Short character piece about an elf that becomes a druid, though not a part of the WoW universe. I may finish this later on, especially since I had it about 3 times this long and lost most of it. But until then, I'll keep it at this.


It glistened. He had been searching his head for the most suiting word to describe the beauty of the Duskbird he was hunting, his piercing eyes narrowed in concentration. It wasn't so much that the word had escaped him, no; it was more a combined effect of the weight of the magewood bow in his hand, the tension of the sinew bowstring as he pulled it taut. The tree he perched in swayed beneath him as a breeze touched it, his weightless form not hindering it at all. That was part of what made his presence just so subtle, the way nature seemed to embrace him rather than making allowances for him.

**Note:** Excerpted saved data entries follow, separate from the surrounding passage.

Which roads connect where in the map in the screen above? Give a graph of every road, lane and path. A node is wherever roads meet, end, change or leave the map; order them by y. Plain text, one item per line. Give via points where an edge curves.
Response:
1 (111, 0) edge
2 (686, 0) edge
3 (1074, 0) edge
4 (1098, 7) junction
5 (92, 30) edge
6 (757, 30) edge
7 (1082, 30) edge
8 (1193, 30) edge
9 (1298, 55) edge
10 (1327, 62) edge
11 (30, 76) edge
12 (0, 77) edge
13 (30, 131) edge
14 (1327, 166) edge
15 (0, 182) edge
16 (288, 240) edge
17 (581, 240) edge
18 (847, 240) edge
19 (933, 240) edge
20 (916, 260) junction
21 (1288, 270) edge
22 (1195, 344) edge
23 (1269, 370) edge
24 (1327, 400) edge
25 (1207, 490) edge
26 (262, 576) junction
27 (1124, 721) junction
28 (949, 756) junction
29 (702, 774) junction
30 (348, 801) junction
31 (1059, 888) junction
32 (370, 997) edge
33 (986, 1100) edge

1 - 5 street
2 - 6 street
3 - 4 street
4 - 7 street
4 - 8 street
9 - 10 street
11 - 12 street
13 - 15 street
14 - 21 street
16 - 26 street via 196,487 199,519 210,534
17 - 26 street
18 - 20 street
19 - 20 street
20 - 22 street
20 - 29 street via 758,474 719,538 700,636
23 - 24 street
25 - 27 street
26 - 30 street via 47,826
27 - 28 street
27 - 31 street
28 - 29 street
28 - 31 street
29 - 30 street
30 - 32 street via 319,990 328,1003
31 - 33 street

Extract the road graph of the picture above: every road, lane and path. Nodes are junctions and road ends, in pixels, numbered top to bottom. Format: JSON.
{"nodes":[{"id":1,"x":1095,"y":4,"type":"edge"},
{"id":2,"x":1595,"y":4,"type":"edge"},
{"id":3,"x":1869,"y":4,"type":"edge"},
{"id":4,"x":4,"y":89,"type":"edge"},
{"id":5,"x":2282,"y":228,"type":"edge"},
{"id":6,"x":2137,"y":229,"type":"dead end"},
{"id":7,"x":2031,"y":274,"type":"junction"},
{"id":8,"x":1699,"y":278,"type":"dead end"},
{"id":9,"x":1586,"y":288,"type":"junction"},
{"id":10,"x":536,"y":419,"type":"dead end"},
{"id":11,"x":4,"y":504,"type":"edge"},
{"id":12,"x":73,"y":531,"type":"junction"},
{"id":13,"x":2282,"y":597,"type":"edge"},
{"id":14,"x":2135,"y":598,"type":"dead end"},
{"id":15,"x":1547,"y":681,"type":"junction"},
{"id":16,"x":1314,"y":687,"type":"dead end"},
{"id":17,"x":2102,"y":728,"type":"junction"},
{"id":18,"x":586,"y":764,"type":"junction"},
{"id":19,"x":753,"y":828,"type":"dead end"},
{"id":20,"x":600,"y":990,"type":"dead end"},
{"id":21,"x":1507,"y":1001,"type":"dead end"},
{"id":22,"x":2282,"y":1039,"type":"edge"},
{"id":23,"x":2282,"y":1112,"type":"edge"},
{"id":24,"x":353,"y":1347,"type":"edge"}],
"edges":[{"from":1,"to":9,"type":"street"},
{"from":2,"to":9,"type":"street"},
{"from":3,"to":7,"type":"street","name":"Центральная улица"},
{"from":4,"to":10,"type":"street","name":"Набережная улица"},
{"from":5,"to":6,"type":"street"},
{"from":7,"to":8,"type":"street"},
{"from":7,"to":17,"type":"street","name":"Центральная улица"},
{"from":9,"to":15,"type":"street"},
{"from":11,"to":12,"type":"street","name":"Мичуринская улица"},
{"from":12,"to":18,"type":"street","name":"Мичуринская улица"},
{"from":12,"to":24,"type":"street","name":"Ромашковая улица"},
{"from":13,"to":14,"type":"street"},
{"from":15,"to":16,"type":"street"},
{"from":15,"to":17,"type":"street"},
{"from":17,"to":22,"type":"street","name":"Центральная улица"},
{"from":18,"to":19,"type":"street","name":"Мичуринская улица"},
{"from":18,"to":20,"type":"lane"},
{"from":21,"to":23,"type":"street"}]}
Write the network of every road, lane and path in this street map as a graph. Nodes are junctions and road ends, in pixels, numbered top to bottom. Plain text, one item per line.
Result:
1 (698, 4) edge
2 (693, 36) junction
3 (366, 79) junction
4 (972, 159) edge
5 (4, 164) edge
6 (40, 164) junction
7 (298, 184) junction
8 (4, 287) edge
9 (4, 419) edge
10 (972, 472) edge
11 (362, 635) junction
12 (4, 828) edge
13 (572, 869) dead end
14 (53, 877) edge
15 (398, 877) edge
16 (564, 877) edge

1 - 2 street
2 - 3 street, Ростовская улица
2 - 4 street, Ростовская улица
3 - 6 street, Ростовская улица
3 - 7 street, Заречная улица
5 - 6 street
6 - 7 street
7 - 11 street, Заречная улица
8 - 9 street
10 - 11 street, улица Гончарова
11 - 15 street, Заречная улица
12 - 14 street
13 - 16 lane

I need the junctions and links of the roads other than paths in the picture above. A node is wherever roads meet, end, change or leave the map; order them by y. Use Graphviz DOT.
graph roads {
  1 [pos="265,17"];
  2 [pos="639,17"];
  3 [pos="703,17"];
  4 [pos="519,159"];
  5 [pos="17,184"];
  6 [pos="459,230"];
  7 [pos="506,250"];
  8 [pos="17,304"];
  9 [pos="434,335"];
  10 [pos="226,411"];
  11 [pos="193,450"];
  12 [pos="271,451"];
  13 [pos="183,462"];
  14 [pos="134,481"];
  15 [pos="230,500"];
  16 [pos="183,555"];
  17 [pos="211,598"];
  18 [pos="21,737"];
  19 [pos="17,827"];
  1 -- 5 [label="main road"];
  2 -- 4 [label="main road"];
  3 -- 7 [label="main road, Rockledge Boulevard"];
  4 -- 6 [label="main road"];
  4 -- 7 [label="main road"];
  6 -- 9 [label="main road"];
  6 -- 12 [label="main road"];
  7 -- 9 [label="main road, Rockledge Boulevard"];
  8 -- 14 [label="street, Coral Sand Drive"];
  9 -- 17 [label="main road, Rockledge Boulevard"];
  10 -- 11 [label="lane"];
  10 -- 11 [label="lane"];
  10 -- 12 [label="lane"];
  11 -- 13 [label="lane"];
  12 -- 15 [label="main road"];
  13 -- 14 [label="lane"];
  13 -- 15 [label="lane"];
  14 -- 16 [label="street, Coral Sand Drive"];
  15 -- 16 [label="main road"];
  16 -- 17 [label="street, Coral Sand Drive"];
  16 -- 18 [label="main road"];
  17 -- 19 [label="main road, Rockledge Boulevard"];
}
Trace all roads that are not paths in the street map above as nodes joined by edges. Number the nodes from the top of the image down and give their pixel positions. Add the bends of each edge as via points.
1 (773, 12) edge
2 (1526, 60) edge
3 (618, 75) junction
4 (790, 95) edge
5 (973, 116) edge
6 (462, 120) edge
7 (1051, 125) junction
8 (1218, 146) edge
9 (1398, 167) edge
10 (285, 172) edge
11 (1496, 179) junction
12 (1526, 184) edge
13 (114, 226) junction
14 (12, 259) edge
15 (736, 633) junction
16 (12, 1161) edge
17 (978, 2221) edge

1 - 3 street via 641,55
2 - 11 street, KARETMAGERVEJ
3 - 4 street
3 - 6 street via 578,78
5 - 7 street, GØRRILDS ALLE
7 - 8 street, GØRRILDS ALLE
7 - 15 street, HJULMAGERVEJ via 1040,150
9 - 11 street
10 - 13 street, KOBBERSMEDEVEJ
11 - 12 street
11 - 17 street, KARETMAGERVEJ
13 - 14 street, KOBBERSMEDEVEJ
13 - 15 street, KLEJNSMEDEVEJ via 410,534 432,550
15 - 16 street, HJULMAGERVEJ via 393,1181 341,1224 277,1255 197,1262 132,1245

All of these thoughts crossed his mind in an instant. He had grasped the word, had gained that small appreciation for the creature he preyed upon. As far as he could tell, the Duskbird hadn't noticed him, his cloak of leaves draped over his head, his moving with the pull of the air. He was not perfectly still, but rather moved as if he was truly just another branch in the oak. He took one more moment to drink in the thing he stalked with such care.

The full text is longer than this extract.